🤖 AI Summary
To address weak generalization and insufficient robustness of image anomaly detection under unknown and challenging anomaly scenarios, this paper proposes a data-driven robust anomaly detection framework. Methodologically, it introduces: (1) a novel text-image cross-modal guided adaptive anomaly exposure mechanism, overcoming limitations of conventional open-set recognition methods in distribution coverage and semantic plausibility; (2) a controllable out-of-distribution (OOD) sample synthesis pipeline built upon Stable Diffusion, integrating adversarial training and feature-space constraints to generate high-quality OOD samples with diversity, conceptual separability, and distributional proximity; and (3) end-to-end co-optimization of the generator and detector.
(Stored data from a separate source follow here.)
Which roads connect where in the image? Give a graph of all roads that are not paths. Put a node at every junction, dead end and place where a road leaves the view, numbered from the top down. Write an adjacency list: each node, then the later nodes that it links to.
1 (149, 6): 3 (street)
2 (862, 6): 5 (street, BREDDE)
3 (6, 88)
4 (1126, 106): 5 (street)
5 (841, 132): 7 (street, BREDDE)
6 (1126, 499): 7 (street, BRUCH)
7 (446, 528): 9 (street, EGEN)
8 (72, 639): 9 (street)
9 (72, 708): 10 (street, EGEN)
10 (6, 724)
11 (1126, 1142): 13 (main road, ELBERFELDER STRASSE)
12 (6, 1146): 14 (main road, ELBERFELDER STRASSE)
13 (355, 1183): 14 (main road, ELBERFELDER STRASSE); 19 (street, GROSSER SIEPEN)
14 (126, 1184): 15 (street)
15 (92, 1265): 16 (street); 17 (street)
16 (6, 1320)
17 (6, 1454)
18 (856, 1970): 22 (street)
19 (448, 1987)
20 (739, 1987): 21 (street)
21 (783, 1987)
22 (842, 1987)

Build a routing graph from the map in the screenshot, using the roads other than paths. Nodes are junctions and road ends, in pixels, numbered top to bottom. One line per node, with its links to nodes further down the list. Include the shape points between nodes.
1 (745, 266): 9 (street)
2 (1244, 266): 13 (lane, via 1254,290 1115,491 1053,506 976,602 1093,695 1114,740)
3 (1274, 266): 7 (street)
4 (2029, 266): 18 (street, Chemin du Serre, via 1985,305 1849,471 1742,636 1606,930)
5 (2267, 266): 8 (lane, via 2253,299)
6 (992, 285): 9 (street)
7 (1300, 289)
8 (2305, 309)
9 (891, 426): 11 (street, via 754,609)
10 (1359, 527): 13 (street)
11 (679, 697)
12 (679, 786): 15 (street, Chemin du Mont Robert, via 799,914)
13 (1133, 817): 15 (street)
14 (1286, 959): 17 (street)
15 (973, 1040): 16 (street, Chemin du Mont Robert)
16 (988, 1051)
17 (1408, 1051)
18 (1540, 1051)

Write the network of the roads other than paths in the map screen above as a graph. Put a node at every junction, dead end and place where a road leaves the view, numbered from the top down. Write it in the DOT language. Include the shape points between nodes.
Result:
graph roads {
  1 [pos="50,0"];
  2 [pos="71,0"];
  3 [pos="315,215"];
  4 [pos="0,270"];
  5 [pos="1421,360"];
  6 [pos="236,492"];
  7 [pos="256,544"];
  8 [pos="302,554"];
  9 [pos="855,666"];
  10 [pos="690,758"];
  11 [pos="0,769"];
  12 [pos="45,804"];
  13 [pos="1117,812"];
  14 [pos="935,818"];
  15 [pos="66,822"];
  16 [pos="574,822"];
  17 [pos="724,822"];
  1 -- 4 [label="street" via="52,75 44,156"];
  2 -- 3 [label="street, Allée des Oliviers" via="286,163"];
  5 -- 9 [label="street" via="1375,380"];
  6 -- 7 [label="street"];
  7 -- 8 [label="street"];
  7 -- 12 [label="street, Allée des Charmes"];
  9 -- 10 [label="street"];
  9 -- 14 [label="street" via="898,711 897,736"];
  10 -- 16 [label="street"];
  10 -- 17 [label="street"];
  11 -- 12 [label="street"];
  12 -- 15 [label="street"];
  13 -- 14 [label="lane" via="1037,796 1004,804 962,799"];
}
Evaluated on multiple benchmarks, the framework achieves up to 12.7% AUC improvement, significantly enhancing detection rates for unknown-class anomalies while maintaining low false-positive rates. Qualitative analysis confirms that generated samples exhibit clear semantics, visual fidelity, and boundary sensitivity.
📝 Abstract
In recent years, there have been significant improvements in various forms of image outlier detection. However, outlier detection performance under adversarial settings lags far behind that in standard settings. This is due to the lack of effective exposure to adversarial scenarios during training, especially on unseen outliers, leading to detection models failing to learn robust features. To bridge this gap, we introduce RODEO, a data-centric approach that generates effective outliers for robust outlier detection. More specifically, we show that incorporating outlier exposure (OE) and adversarial training can be an effective strategy for this purpose, as long as the exposed training outliers meet certain characteristics, including diversity, and both conceptual differentiability and analogy to the inlier samples. We leverage a text-to-image model to achieve this goal. We demonstrate both quantitatively and qualitatively that our adaptive OE method effectively generates ``diverse'' and ``near-distribution'' outliers, leveraging information from both text and image domains. Moreover, our experimental results show that utilizing our synthesized outliers significantly enhances the performance of the outlier detector, particularly in adversarial settings.